%%

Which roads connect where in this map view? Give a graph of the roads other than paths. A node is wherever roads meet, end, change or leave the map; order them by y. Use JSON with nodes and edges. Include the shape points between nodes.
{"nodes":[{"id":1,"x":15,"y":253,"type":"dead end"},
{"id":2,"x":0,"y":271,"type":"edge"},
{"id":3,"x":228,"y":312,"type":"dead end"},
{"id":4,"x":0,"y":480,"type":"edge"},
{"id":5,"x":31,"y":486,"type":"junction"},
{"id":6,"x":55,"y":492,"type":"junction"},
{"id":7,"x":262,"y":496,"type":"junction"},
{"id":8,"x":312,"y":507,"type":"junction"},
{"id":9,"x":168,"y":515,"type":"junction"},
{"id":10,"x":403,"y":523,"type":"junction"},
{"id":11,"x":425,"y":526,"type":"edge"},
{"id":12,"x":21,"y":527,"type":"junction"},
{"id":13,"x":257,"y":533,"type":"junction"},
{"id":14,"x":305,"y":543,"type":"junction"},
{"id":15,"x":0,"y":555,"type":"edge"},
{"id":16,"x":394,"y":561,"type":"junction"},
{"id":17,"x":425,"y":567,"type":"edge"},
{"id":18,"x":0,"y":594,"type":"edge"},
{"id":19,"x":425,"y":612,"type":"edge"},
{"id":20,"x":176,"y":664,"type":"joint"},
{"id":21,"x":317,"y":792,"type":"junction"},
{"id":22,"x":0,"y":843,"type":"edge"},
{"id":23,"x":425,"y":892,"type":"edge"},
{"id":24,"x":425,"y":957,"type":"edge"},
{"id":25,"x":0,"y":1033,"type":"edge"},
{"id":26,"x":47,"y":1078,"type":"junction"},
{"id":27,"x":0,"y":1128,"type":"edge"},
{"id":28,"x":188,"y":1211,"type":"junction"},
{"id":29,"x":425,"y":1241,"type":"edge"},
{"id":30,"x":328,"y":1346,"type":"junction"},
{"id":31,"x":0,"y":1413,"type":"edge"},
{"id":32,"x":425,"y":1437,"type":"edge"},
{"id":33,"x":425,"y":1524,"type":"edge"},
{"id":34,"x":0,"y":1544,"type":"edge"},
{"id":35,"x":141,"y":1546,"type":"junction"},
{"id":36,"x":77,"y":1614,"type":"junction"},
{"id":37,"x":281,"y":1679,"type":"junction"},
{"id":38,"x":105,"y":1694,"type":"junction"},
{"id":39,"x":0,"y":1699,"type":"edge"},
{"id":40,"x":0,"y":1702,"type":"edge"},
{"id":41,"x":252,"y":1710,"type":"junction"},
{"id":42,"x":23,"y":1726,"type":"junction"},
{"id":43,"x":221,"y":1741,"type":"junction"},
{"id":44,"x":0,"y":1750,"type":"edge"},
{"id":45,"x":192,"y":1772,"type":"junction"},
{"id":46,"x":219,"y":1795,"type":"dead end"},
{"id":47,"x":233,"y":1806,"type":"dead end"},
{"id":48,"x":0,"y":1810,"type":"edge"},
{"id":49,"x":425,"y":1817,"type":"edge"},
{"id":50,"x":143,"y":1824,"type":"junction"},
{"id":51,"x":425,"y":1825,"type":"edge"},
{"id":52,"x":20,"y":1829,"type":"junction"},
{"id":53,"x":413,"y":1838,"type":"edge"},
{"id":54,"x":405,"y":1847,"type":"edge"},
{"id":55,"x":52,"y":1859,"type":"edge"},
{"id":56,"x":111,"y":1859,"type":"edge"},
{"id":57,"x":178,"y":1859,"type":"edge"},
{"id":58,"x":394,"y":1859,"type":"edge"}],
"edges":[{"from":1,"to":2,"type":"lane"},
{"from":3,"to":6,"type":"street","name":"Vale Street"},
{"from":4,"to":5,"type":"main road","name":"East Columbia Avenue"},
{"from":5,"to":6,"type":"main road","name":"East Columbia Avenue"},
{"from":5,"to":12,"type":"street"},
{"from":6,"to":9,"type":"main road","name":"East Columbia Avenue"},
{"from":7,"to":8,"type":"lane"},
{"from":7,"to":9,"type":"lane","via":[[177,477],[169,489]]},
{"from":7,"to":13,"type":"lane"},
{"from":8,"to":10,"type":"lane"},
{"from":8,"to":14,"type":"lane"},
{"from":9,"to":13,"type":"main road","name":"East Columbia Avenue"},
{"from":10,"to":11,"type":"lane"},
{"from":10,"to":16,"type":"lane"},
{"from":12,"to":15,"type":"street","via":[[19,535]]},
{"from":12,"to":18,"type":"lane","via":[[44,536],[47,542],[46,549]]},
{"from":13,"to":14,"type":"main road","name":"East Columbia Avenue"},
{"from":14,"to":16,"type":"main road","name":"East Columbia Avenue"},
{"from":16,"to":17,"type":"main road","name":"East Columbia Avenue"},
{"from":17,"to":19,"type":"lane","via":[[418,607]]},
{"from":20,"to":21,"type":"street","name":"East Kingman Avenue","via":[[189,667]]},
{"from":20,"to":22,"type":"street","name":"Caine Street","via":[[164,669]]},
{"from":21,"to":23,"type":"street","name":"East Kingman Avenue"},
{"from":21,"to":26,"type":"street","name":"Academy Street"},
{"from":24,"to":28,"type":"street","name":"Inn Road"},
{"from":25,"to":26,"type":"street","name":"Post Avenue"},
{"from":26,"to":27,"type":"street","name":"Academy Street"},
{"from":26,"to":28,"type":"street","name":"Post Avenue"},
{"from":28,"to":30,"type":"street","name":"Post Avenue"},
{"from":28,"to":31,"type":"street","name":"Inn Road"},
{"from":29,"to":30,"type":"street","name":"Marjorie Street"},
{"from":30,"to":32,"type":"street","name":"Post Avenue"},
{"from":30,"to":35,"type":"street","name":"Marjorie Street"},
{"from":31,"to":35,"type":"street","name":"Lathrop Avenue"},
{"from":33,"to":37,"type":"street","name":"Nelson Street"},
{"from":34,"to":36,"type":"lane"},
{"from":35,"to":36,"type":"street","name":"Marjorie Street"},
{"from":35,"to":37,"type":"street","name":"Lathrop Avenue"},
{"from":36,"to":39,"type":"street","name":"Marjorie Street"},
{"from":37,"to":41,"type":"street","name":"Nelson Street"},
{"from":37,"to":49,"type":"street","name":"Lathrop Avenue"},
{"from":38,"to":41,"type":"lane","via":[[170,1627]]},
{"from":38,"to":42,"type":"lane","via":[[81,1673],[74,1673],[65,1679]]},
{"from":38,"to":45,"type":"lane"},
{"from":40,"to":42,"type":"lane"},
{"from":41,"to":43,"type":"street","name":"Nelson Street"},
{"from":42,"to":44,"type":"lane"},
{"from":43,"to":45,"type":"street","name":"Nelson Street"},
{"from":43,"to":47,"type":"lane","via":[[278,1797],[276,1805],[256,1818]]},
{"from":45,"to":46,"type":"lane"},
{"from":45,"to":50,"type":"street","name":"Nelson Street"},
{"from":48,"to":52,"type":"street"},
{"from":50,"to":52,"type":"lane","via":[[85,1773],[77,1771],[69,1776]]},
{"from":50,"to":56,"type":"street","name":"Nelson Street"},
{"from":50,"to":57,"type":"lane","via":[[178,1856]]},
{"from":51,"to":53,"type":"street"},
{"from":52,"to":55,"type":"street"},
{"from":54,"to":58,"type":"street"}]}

%%

» INSTRUCTIONS FOR THE TASK
Show a copy of each line from the data that includes the word "Columbia".

» SOLUTION TO THIS PROBLEM
{"from":4,"to":5,"type":"main road","name":"East Columbia Avenue"},
{"from":5,"to":6,"type":"main road","name":"East Columbia Avenue"},
{"from":6,"to":9,"type":"main road","name":"East Columbia Avenue"},
{"from":9,"to":13,"type":"main road","name":"East Columbia Avenue"},
{"from":13,"to":14,"type":"main road","name":"East Columbia Avenue"},
{"from":14,"to":16,"type":"main road","name":"East Columbia Avenue"},
{"from":16,"to":17,"type":"main road","name":"East Columbia Avenue"},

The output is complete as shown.